Mitt Romney has moved up to 40 percent in New Hampshire for two reasons: Herman Cain and Rick Perry.
Herman Cain is being criticized for his lack of knowledge on foreign affairs, but he denies that he lacks expertise in that area. In fact, today, Cain said when he becomes president, first thing he's going to do is go to Iraq, meet with Saddam Hussein personally, and get this whole thing worked out.
At a town hall meeting in New Hampshire yesterday, Rick Perry said that no illegal immigrants would be allowed to attend. In fact, the event was held in an overgrown backyard with nobody to park the cars, and nobody to watch the kids.
The entire spring and summer line from Marc Jacobs was stolen on the way to the fashion show in Paris. The thief is considered armed and fabulous.

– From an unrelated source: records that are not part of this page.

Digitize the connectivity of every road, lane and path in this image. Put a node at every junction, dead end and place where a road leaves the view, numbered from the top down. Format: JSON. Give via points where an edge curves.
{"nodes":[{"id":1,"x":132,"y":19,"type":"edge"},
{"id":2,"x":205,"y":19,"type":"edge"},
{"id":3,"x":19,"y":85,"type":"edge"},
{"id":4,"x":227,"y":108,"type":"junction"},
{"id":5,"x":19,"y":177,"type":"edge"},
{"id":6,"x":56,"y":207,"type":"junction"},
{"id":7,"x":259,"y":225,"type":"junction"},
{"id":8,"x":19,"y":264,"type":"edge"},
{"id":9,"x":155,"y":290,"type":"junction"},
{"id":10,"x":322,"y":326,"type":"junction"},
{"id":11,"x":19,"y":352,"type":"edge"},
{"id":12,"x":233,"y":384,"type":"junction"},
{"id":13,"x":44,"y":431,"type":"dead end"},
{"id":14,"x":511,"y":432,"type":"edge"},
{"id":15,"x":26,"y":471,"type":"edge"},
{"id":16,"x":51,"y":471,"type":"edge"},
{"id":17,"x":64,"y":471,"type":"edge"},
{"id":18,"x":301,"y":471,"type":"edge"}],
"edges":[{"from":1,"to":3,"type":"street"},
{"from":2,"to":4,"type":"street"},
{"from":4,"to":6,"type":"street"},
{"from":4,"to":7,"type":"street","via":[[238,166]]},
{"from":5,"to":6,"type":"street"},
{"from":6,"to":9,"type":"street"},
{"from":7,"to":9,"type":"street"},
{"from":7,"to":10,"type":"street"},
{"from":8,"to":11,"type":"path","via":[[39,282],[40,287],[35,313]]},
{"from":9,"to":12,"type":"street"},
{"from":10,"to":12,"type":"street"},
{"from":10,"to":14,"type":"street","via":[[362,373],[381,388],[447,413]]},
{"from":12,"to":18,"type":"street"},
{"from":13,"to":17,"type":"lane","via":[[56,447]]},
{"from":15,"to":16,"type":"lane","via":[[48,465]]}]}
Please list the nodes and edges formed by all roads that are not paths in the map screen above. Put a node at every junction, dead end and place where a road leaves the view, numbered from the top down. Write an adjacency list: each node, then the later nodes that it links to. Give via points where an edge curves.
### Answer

The House of Representatives has passed a bill that would allow people to carry a concealed weapon from one state to another. In other words, my trip back to Boston for Thanksgiving just got a lot more interesting.

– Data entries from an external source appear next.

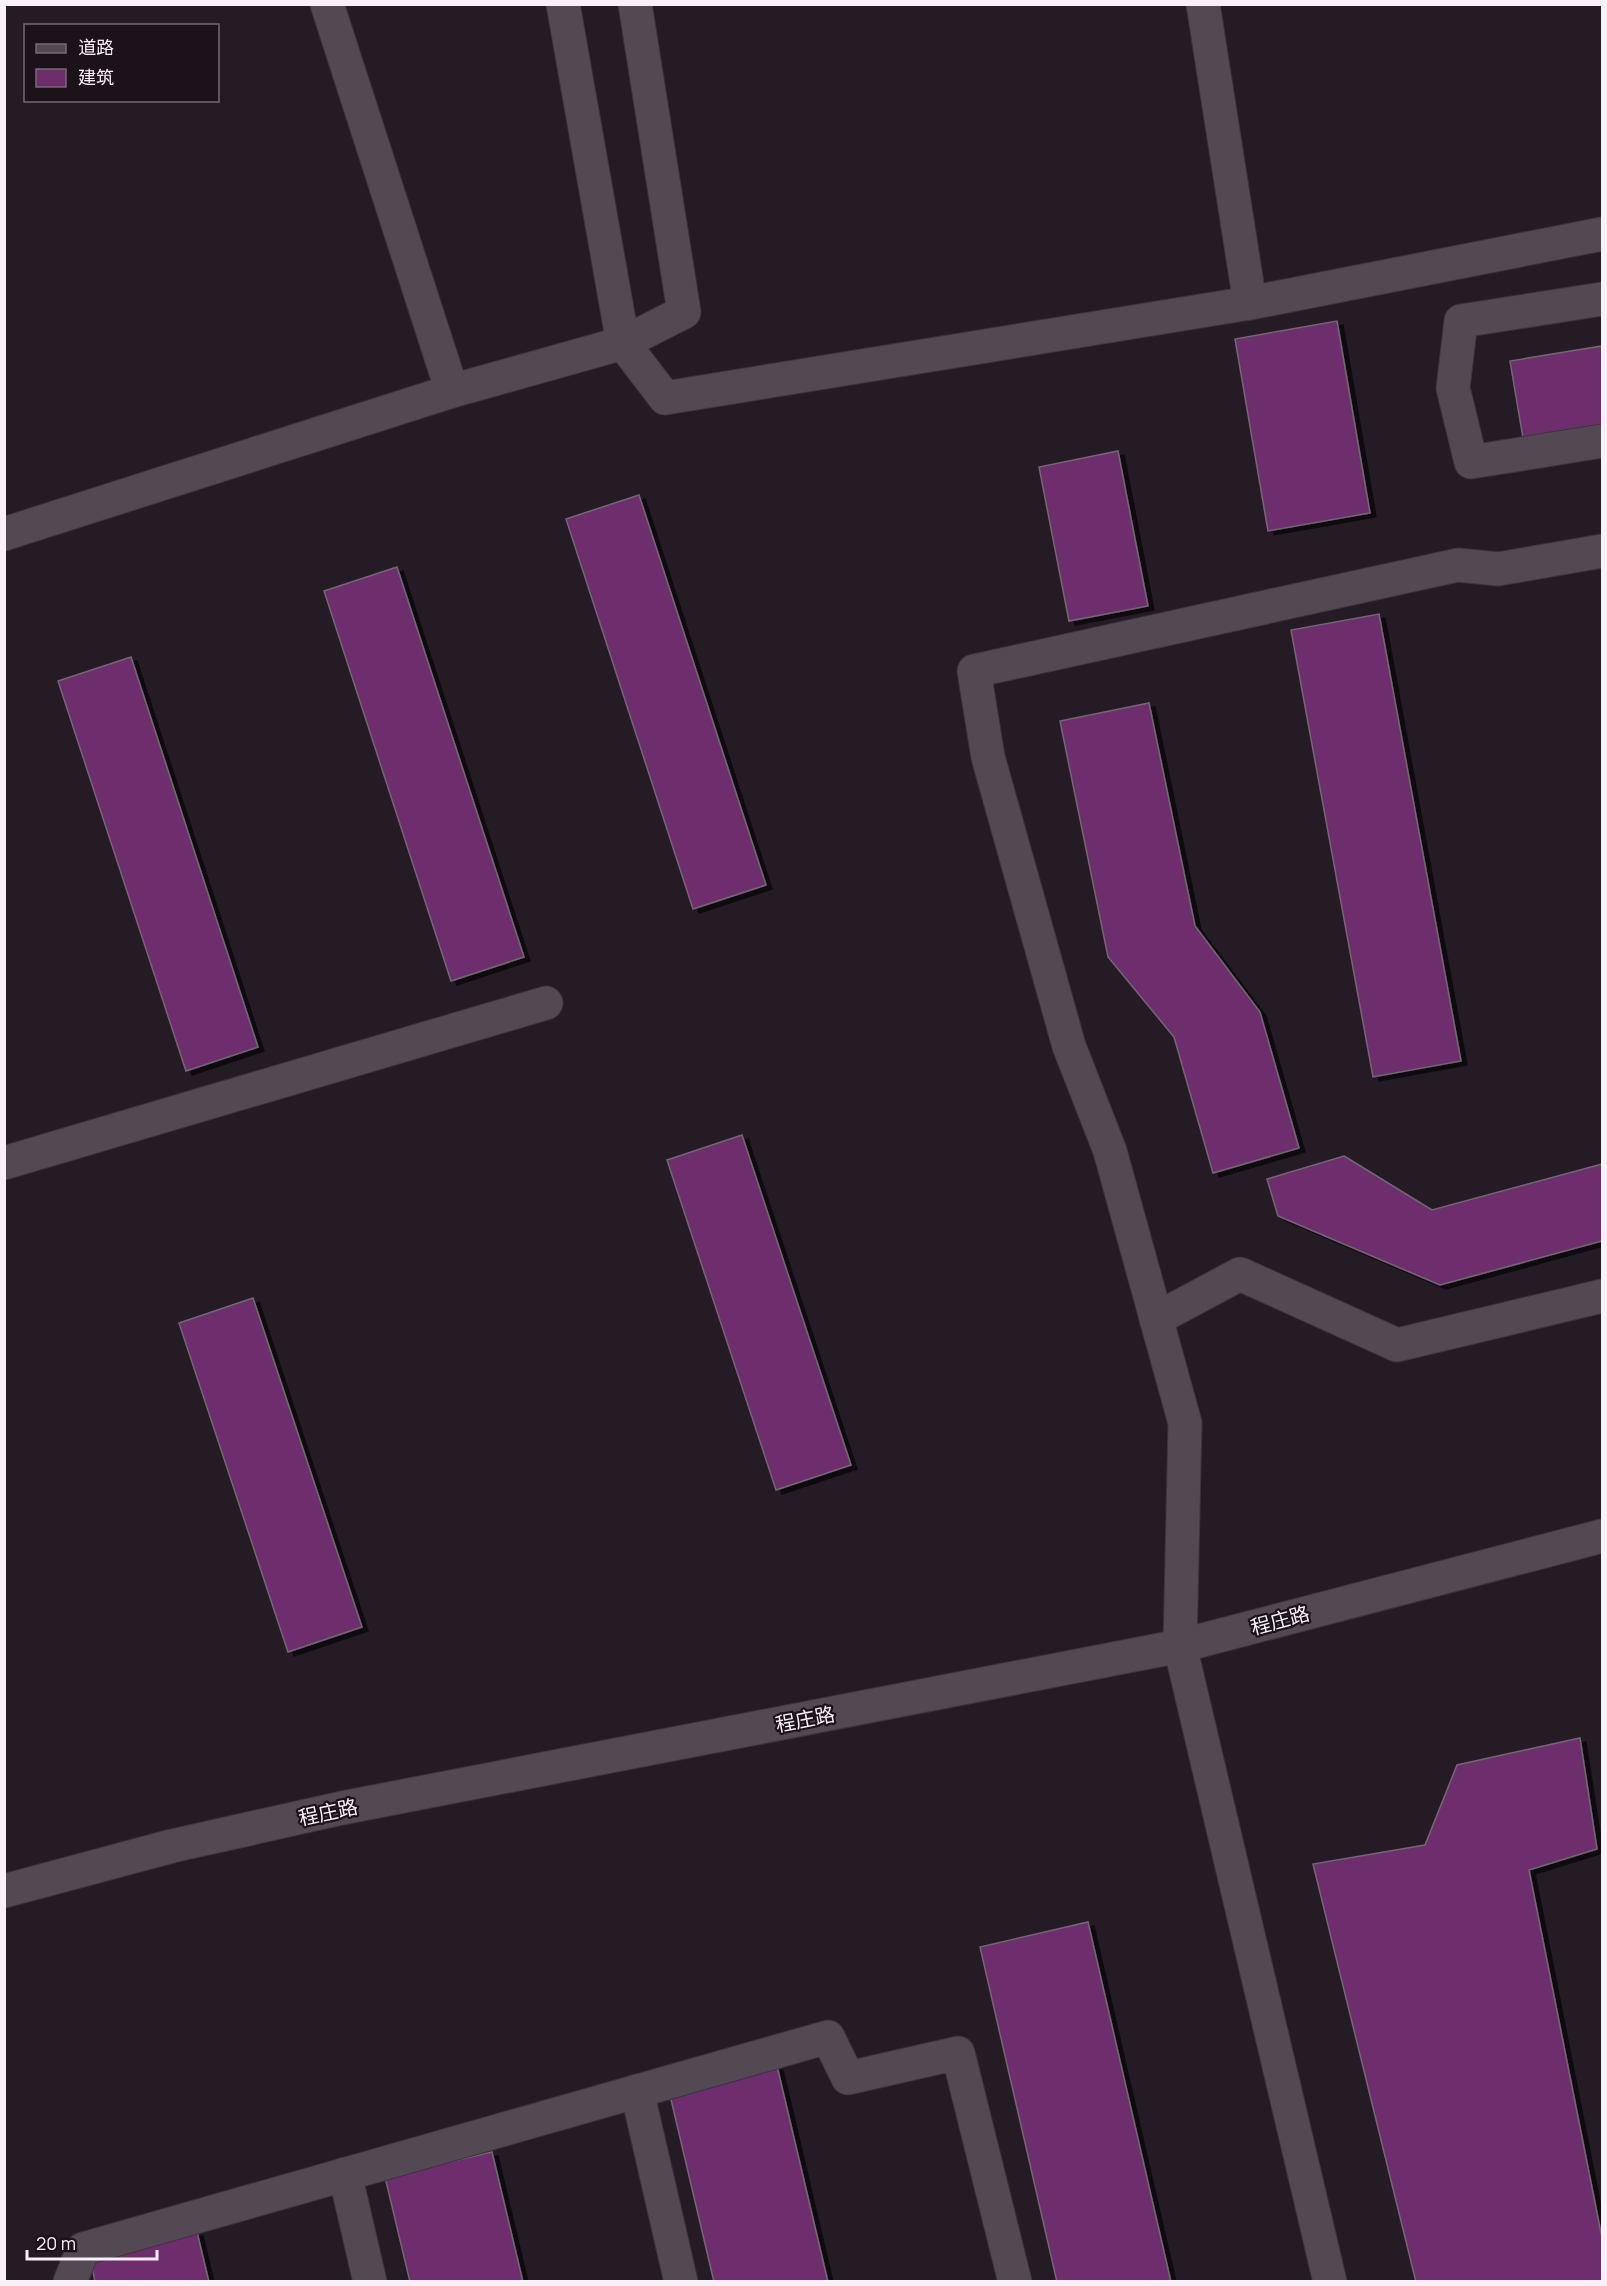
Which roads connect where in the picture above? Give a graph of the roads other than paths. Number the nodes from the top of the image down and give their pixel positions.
1 (327, 4) edge
2 (563, 4) edge
3 (635, 4) edge
4 (1203, 4) edge
5 (1602, 234) edge
6 (1602, 299) edge
7 (1250, 303) junction
8 (623, 343) junction
9 (452, 391) junction
10 (1602, 441) edge
11 (4, 534) edge
12 (1602, 551) edge
13 (546, 1003) dead end
14 (4, 1163) edge
15 (1602, 1296) edge
16 (1156, 1319) junction
17 (1602, 1536) edge
18 (1180, 1646) junction
19 (4, 1891) edge
20 (637, 2091) junction
21 (345, 2174) junction
22 (70, 2282) edge
23 (370, 2282) edge
24 (681, 2282) edge
25 (1015, 2282) edge
26 (1330, 2282) edge

1 - 9 street
2 - 8 street
3 - 8 street
4 - 7 street
5 - 7 street
6 - 10 street
7 - 8 street
8 - 9 street
9 - 11 street
12 - 16 street
13 - 14 street
15 - 16 street
16 - 18 street
17 - 18 street, 程庄路
18 - 19 street, 程庄路
18 - 26 street
20 - 21 street
20 - 24 street
20 - 25 street
21 - 22 street
21 - 23 street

Thanksgiving just one week away today. It's really hard to believe it's been a whole year since I made eye contact with my father.
The Occupy Wall Street people are so angry at Mayor Bloomberg and it’s starting to look really bad for his seventh term.
I'm so pleased Regis invited me to be a guest on his show. What an honor to be on that show. He kept calling me Conan, but still.
The appearance was part of my court ordered community service
Over the weekend, a guy took a shot at the White House. They hunted him down and arrested him. He said, “I thought I had a better shot at it than those Republican candidates.”
Top Ten Things We'll Miss About Regis
Smell of Bengay and Captain Morgan
The endless complaining
His stories about babysitting for Knute Rockne
Did I mention the endless complaining
The way he always lets you pay for dinner
Who do you think killed Osama?
The various talented actors who have played Regis
His antique car collection and his enormous chin
When the IRS busted him for skimming prize money from "Beautiful Baby Week"
Occupy Wall Street people blocked three subway stations earlier today. Take that, all you fat cats who ride the subway!
The late November holiday season is a perfect time to quit smoking. What could be more stress-free than spending the holidays with your family?
President Obama quit smoking this year. It wasn't easy. He had to ask the Republicans for permission first.
Teenagers are the demographic most likely to start smoking because they think it looks cool. Listen to me, teenagers. It's not smoking that makes you look cool. It's bullying classmates who are different.
The government took action and introduced a bill to classify pizza as a vegetable in schools. Mark this down: November 17, 2011: The day America gave up.
I guess they figure, “Our approval rating is 7 percent. What the heck, let's go down to 2 percent.”
The food industry says the new rules give schools the flexibility to increase nutrition. The same way elastic waistbands give us the flexibility to keep in shape.
In a world where Kardashians are celebrities, maybe pizzas can be vegetables. And Twizzlers are a fruit.
A new survey found that 33 percent of Americans have broken up with someone using Facebook or a text message. While 33 percent of the Kardashian sisters have broken up with someone using TMZ.
A new study found that overweight men are more likely to have children with weight problems. Or in other words, if you get your dad’s genes, you’re also going to get his sweatpants.
Officials in Sweden say that pigeons have started riding the subway. I doubt that would happen on New York’s subways. I mean, the rats would never stand for it.
PETA released a new Thanksgiving ad aimed at children, that compares eating turkeys to eating their pet dogs. Or as kids in China put it, “So?”